The two sides discussed serious concerns over disruptions in energy markets directly resulting from Russia’s brutal aggression against Ukraine. The United States and Japan reiterated their ironclad commitment to upholding the May 8 G7 decision to reduce dependency on Russian energy, June 28 G7 Leaders Communiqué, and G7 support for Ukraine to repair, restore, and defend its critical energy and water infrastructure. Japan and the United States discussed the need for diverse and secure supplies of energy, noting support for upstream investment in the United States to enhance energy security.
The United States welcomed Japanese Foreign Minister Hayashi’s reaffirmation at the Bucharest G7+ meeting of Japan’s commitment to assist Ukraine’s restoration of its energy grid in the face of Russia’s accelerating attacks on civilian infrastructure. The United States and Japan look forward to the December 13 international conference in Paris organized by France and Ukraine aimed at strengthening Ukraine’s civilian resilience.

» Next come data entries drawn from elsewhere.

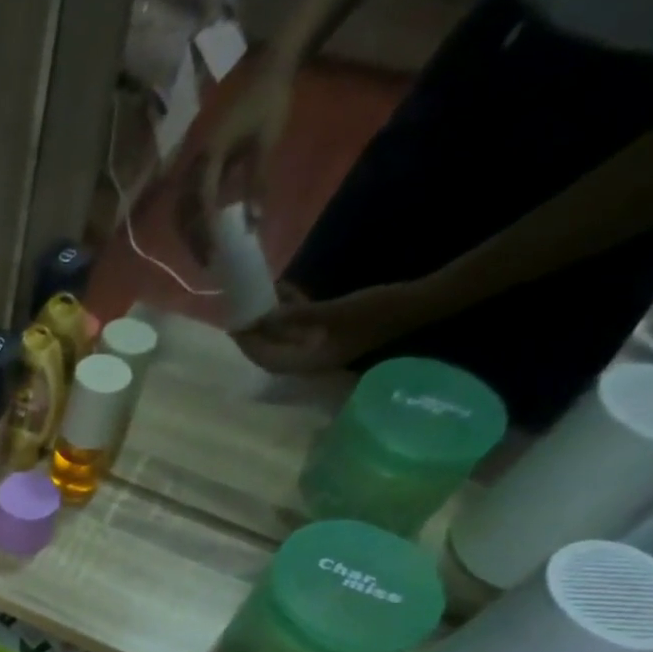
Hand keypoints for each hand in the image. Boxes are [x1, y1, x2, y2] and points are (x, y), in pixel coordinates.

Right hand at [175, 58, 295, 262]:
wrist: (270, 69)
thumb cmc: (269, 104)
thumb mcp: (265, 145)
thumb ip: (255, 186)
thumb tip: (252, 226)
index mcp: (206, 160)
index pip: (198, 209)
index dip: (203, 238)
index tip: (212, 259)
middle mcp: (192, 164)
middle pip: (183, 214)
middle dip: (193, 241)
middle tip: (207, 263)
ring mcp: (193, 163)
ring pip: (182, 209)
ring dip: (190, 233)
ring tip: (204, 251)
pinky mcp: (199, 163)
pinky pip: (189, 197)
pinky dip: (194, 218)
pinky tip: (205, 230)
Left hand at [234, 280, 444, 371]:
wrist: (418, 302)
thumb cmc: (378, 309)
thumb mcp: (335, 312)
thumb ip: (298, 317)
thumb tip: (264, 320)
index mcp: (309, 362)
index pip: (267, 359)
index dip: (249, 345)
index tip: (234, 326)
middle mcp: (310, 357)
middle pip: (272, 348)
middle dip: (255, 332)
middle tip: (238, 311)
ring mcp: (320, 343)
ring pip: (285, 334)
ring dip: (270, 317)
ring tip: (255, 297)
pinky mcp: (329, 328)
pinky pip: (301, 321)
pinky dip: (290, 308)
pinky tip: (281, 289)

Both sides reaffirmed their commitments to reduction of greenhouse gas emissions by 2030 and to 2050 net-zero targets. They also underscored their resolve to accelerate the energy transition to further these commitments and achieve energy security. They discussed the importance of diverse and secure energy supplies, including renewable and nuclear energy, for Asia and the world. The United States and Japan intend to work together so that global liquefied natural gas markets have the capacity to provide additional and diversified supplies in case of disruptions in the near term as countries move away from unabated fossil fuels and towards a sustainable net-zero future.

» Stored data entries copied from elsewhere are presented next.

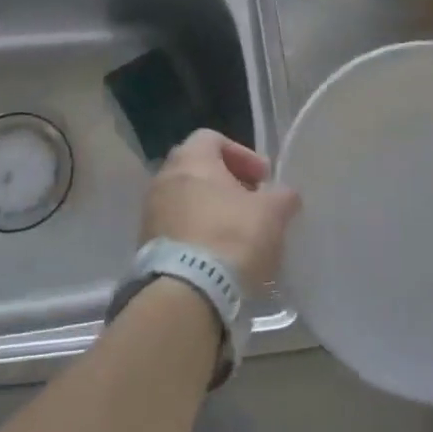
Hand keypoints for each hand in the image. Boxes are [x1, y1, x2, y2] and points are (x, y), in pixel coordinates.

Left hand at [141, 130, 300, 288]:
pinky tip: (218, 257)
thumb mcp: (271, 213)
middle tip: (252, 205)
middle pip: (198, 170)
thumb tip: (286, 195)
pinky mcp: (146, 244)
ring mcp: (151, 212)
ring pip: (186, 200)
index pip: (213, 138)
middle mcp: (164, 177)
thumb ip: (282, 197)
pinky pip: (177, 229)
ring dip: (211, 211)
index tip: (263, 179)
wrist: (186, 292)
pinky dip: (197, 234)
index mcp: (191, 159)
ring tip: (237, 235)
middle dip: (227, 185)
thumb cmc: (231, 237)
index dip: (242, 155)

Both Japan and the United States pledged to further advance regional cooperation through efforts such as the Japan-U.S. Clean Energy Partnership (JUCEP) and the Japan-U.S. Mekong Power Partnership (JUMPP). Both sides applauded the Minerals Security Partnership and agreed to prioritize further discussions on securing and diversifying critical mineral supply chains, including through bilateral and multilateral channels. The United States also noted the role of the U.S. Inflation Reduction Act’s Methane Emissions Reduction Program.
Both sides underscored their continued commitments to decarbonizing their economies. They also reaffirmed the importance of close cooperation across multilateral fora such as the G7 to facilitate access to affordable, clean, and reliable energy in the Indo-Pacific region, particularly in Southeast Asia and the Pacific Islands.
The United States will host the next Energy Security Dialogue in 2023.